= Jack Livesey (impostor) =

British military imposter (born 1954)

John Livesey (born 15 May 1954) is a British military imposter who posed as a decorated war hero; in actuality he served in the army as a cook for three years. His fabricated military record included twenty years in the Parachute Regiment, fighting with the 2nd Battalion in the Falklands War, serving five tours of duty in Northern Ireland, receiving the Military Medal and reaching the rank of Colour Sergeant. He has worked as a historian, author, consultant, lecturer and battlefield tour guide on the basis of his alleged military experience.

== Career ==
Jack Livesey served as a chef in the Army Catering Corps from December 1971 until April 1974, when he was discharged following an apparent suicide attempt in which he threw himself from a window. He began to lie about his military service while in the psychiatric hospital at Netley Hospital, where he was found to have a hysterical personality disorder.

Livesey was featured as a military historian in the documentary Death and Destruction in the Falaise Gap and on the History Channel series Battlefield Detectives. He worked as a historical adviser on the 2005 BBC documentary series D-Day to Berlin and the 2006 movie Flyboys.

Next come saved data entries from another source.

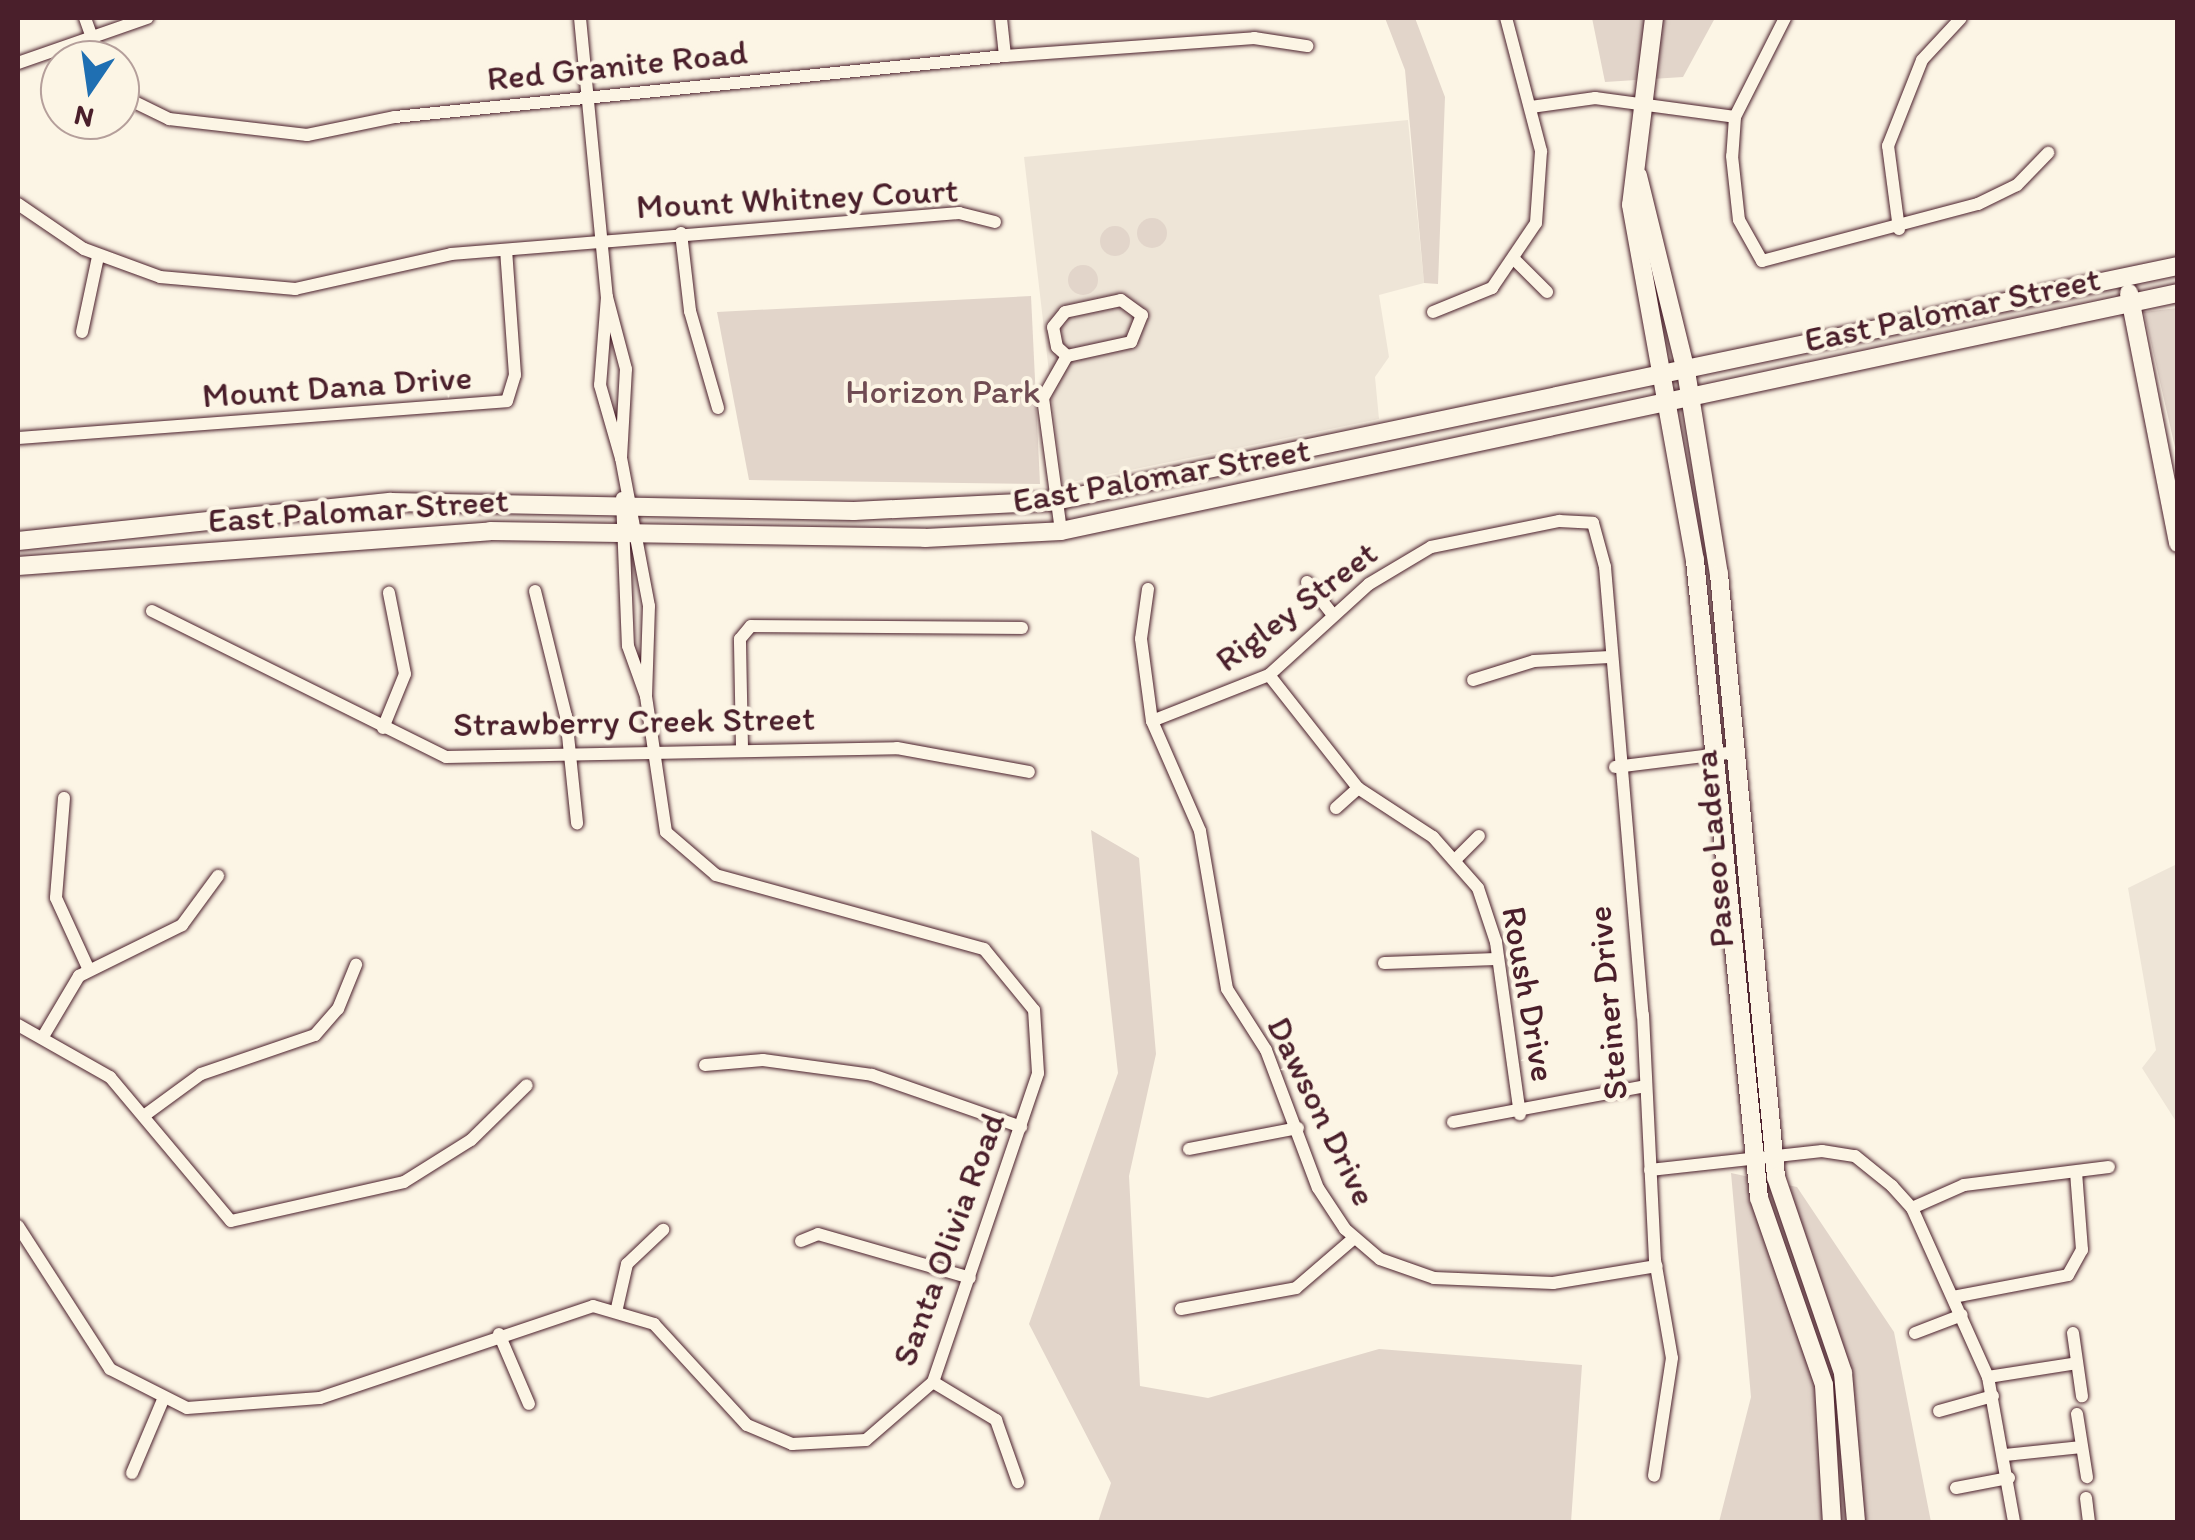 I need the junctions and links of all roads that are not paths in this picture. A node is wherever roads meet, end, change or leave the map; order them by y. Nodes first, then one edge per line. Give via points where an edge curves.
1 (85, 18) edge
2 (147, 18) edge
3 (580, 18) edge
4 (1001, 18) edge
5 (1506, 18) edge
6 (1654, 18) edge
7 (1785, 18) edge
8 (1961, 18) edge
9 (91, 35) junction
10 (93, 40) edge
11 (1307, 46) dead end
12 (1005, 56) junction
13 (18, 63) edge
14 (588, 98) junction
15 (1640, 102) junction
16 (140, 105) edge
17 (1531, 107) junction
18 (1735, 117) junction
19 (2048, 153) dead end
20 (1636, 166) junction
21 (18, 204) edge
22 (994, 222) dead end
23 (1899, 229) junction
24 (681, 233) junction
25 (603, 240) junction
26 (506, 250) junction
27 (98, 256) junction
28 (1516, 261) junction
29 (2178, 266) edge
30 (2126, 277) junction
31 (1548, 292) dead end
32 (2178, 293) edge
33 (607, 297) junction
34 (2130, 304) junction
35 (1433, 312) dead end
36 (82, 332) dead end
37 (1067, 356) junction
38 (1686, 371) junction
39 (1666, 375) junction
40 (1689, 400) junction
41 (1668, 404) junction
42 (718, 408) dead end
43 (18, 438) edge
44 (621, 458) junction
45 (1054, 501) junction
46 (627, 503) junction
47 (1593, 524) joint
48 (629, 530) junction
49 (1061, 532) junction
50 (18, 540) edge
51 (2178, 543) edge
52 (18, 566) edge
53 (1307, 582) dead end
54 (1148, 588) dead end
55 (535, 590) dead end
56 (390, 593) dead end
57 (152, 611) dead end
58 (1333, 614) junction
59 (1022, 628) dead end
60 (1610, 657) junction
61 (1269, 674) junction
62 (1472, 680) dead end
63 (646, 696) junction
64 (1152, 721) junction
65 (382, 728) junction
66 (650, 747) junction
67 (742, 747) junction
68 (571, 752) junction
69 (1736, 752) junction
70 (1714, 756) junction
71 (1615, 767) junction
72 (1029, 772) dead end
73 (1358, 788) junction
74 (64, 798) dead end
75 (1336, 808) dead end
76 (577, 823) dead end
77 (1479, 836) dead end
78 (1458, 858) junction
79 (218, 876) dead end
80 (1497, 959) junction
81 (1384, 964) dead end
82 (356, 965) dead end
83 (88, 968) junction
84 (18, 1025) edge
85 (44, 1035) junction
86 (705, 1065) dead end
87 (527, 1085) dead end
88 (1645, 1086) junction
89 (1520, 1114) junction
90 (145, 1115) junction
91 (1452, 1122) dead end
92 (1021, 1127) junction
93 (1298, 1128) junction
94 (1189, 1149) dead end
95 (1763, 1153) junction
96 (2110, 1167) dead end
97 (1650, 1170) junction
98 (2076, 1172) junction
99 (1912, 1208) junction
100 (18, 1226) edge
101 (663, 1230) dead end
102 (1353, 1239) junction
103 (801, 1241) dead end
104 (1657, 1266) junction
105 (970, 1278) junction
106 (1953, 1298) junction
107 (617, 1308) junction
108 (1180, 1308) dead end
109 (1962, 1315) junction
110 (1915, 1332) dead end
111 (2073, 1333) dead end
112 (499, 1334) junction
113 (2077, 1363) junction
114 (1988, 1376) junction
115 (933, 1382) junction
116 (1992, 1396) junction
117 (2082, 1396) dead end
118 (162, 1402) junction
119 (529, 1404) dead end
120 (1939, 1410) dead end
121 (2077, 1414) dead end
122 (2082, 1446) junction
123 (2006, 1455) junction
124 (132, 1473) dead end
125 (1654, 1476) dead end
126 (2086, 1476) dead end
127 (2009, 1478) junction
128 (1018, 1482) dead end
129 (1956, 1488) dead end
130 (2086, 1498) dead end
131 (1832, 1522) edge
132 (1856, 1522) edge
133 (2014, 1522) edge
134 (2089, 1522) edge

1 - 9 street
2 - 9 street
3 - 14 street, Santa Olivia Road
4 - 12 street
5 - 17 street
6 - 15 main road, Paseo Ladera
7 - 18 street
8 - 23 street via 1919,66 1888,146
9 - 10 street
9 - 13 street
11 - 12 street, Red Granite Road via 1254,38
12 - 14 street, Red Granite Road
14 - 16 street, Red Granite Road via 307,135 168,119
14 - 25 street, Santa Olivia Road
15 - 17 street
15 - 18 street
15 - 20 main road, Paseo Ladera
17 - 28 street via 1543,186
18 - 23 street via 1739,220 1750,253 1762,261
19 - 23 street via 2003,194
20 - 38 main road, Paseo Ladera
20 - 39 main road, Paseo Ladera via 1631,204
21 - 27 street, Mount Whitney Court
22 - 24 street, Mount Whitney Court via 959,213
24 - 25 street, Mount Whitney Court
24 - 42 street via 690,311
25 - 26 street, Mount Whitney Court
25 - 33 street, Santa Olivia Road
26 - 27 street, Mount Whitney Court via 451,254 322,290 160,277
26 - 43 street, Mount Dana Drive via 516,375 507,401
27 - 36 street
28 - 31 street
28 - 35 street via 1492,288
29 - 30 main road, East Palomar Street
30 - 34 main road
30 - 38 main road, East Palomar Street
32 - 34 main road, East Palomar Street
33 - 44 street, Santa Olivia Road via 626,369
33 - 44 street, Santa Olivia Road via 600,386
34 - 40 main road, East Palomar Street
34 - 51 main road
37 - 37 street via 1130,342 1142,328 1138,309 1115,300 1064,312 1054,335
37 - 45 street via 1043,398
38 - 39 main road, East Palomar Street
38 - 40 main road, Paseo Ladera
39 - 41 main road, Paseo Ladera
39 - 45 main road, East Palomar Street
40 - 41 main road, East Palomar Street
40 - 69 main road, Paseo Ladera
41 - 49 main road, East Palomar Street
41 - 70 main road, Paseo Ladera
44 - 46 street, Santa Olivia Road
45 - 46 main road, East Palomar Street via 854,511
45 - 49 street
46 - 48 street, Santa Olivia Road
46 - 50 main road, East Palomar Street via 391,502
47 - 58 street, Rigley Street via 1559,520 1431,547
47 - 60 street, Steiner Drive
48 - 49 main road, East Palomar Street via 833,538
48 - 52 main road, East Palomar Street via 490,530
48 - 63 street, Santa Olivia Road via 652,631
48 - 63 street, Santa Olivia Road via 628,646
53 - 58 street
54 - 64 street, Dawson Drive via 1142,639
55 - 68 street
56 - 65 street via 405,674
57 - 65 street, Strawberry Creek Street
58 - 61 street, Rigley Street
59 - 67 street via 752,626 740,639
60 - 62 street via 1534,661
60 - 71 street, Steiner Drive
61 - 64 street, Rigley Street
61 - 73 street, Roush Drive
63 - 66 street, Santa Olivia Road
64 - 93 street, Dawson Drive via 1200,831 1226,989 1266,1050
65 - 68 street, Strawberry Creek Street via 456,759
66 - 67 street, Strawberry Creek Street
66 - 68 street, Strawberry Creek Street
66 - 92 street, Santa Olivia Road via 666,832 705,869 932,930 1007,966 1040,1035
67 - 72 street, Strawberry Creek Street via 916,749
68 - 76 street
69 - 70 street
69 - 95 main road, Paseo Ladera
70 - 71 street
70 - 95 main road, Paseo Ladera
71 - 88 street, Steiner Drive
73 - 75 street
73 - 78 street, Roush Drive
74 - 83 street via 56,898
77 - 78 street
78 - 80 street, Roush Drive via 1478,888
79 - 83 street via 182,925
80 - 81 street
80 - 89 street, Roush Drive
82 - 90 street via 315,1035 201,1074
83 - 85 street via 63,993
84 - 85 street
85 - 90 street via 96,1066
86 - 92 street via 763,1060 872,1075
87 - 90 street via 471,1140 404,1182 245,1220 214,1203
88 - 89 street
88 - 97 street, Steiner Drive
89 - 91 street
92 - 105 street, Santa Olivia Road
93 - 94 street
93 - 102 street, Dawson Drive via 1318,1188
95 - 97 street
95 - 99 street via 1856,1156
95 - 131 main road, Paseo Ladera via 1759,1198 1824,1385
95 - 132 main road, Paseo Ladera via 1842,1373
96 - 98 street
97 - 104 street, Steiner Drive
98 - 99 street via 1964,1185
98 - 106 street via 2082,1250 2068,1275
99 - 106 street
100 - 118 street, Santa Olivia Road via 100,1358
101 - 107 street via 627,1264
102 - 104 street, Dawson Drive via 1410,1272 1486,1284
102 - 108 street via 1296,1288
103 - 105 street via 818,1234
104 - 125 street, Steiner Drive via 1672,1358
105 - 115 street, Santa Olivia Road
106 - 109 street
107 - 112 street, Santa Olivia Road via 569,1309
107 - 115 street, Santa Olivia Road via 664,1332 747,1424 792,1444 866,1440
109 - 110 street
109 - 114 street
111 - 113 street
112 - 118 street, Santa Olivia Road via 320,1398 213,1410
112 - 119 street
113 - 114 street
113 - 117 street
114 - 116 street
115 - 128 street via 996,1420
116 - 120 street
116 - 123 street
118 - 124 street
121 - 122 street
122 - 123 street
122 - 126 street
123 - 127 street
127 - 129 street
127 - 133 street
130 - 134 street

He claimed to have also advised production crews on the miniseries Band of Brothers and the movie Saving Private Ryan.

Livesey worked at the Imperial War Museum Duxford for seven years, first as a volunteer and later as a collections assistant, until he resigned in 2006. He defended the sinking of the ARA General Belgrano during an exhibition at the museum marking the 20th anniversary of the Falklands War, and he was a guest of honour at the museum's 25th anniversary commemorations of the Falklands War, where he was interviewed by BBC Look East.

== Criminal convictions ==
In 2004 Jack Livesey was convicted of benefit fraud for receiving nearly £30,000 in incapacity benefit while he was employed at the Imperial War Museum. He was sentenced to a suspended twelve-month jail term due to his supposed military record, and character references submitted by veterans including Air Commodore Peter Thorne and Major Gordon Corrigan, who knew Livesey and believed him to be a war hero.

Livesey was exposed as an impostor when investigations following his conviction found that the references submitted by the veterans were based on false claims that Livesey had made to them. He was subsequently charged with perverting the course of justice by police, and admitted to lying about his army career, but denied he was aware the references were submitted. His partner, Bridget Pollard, testified that she had compiled the references.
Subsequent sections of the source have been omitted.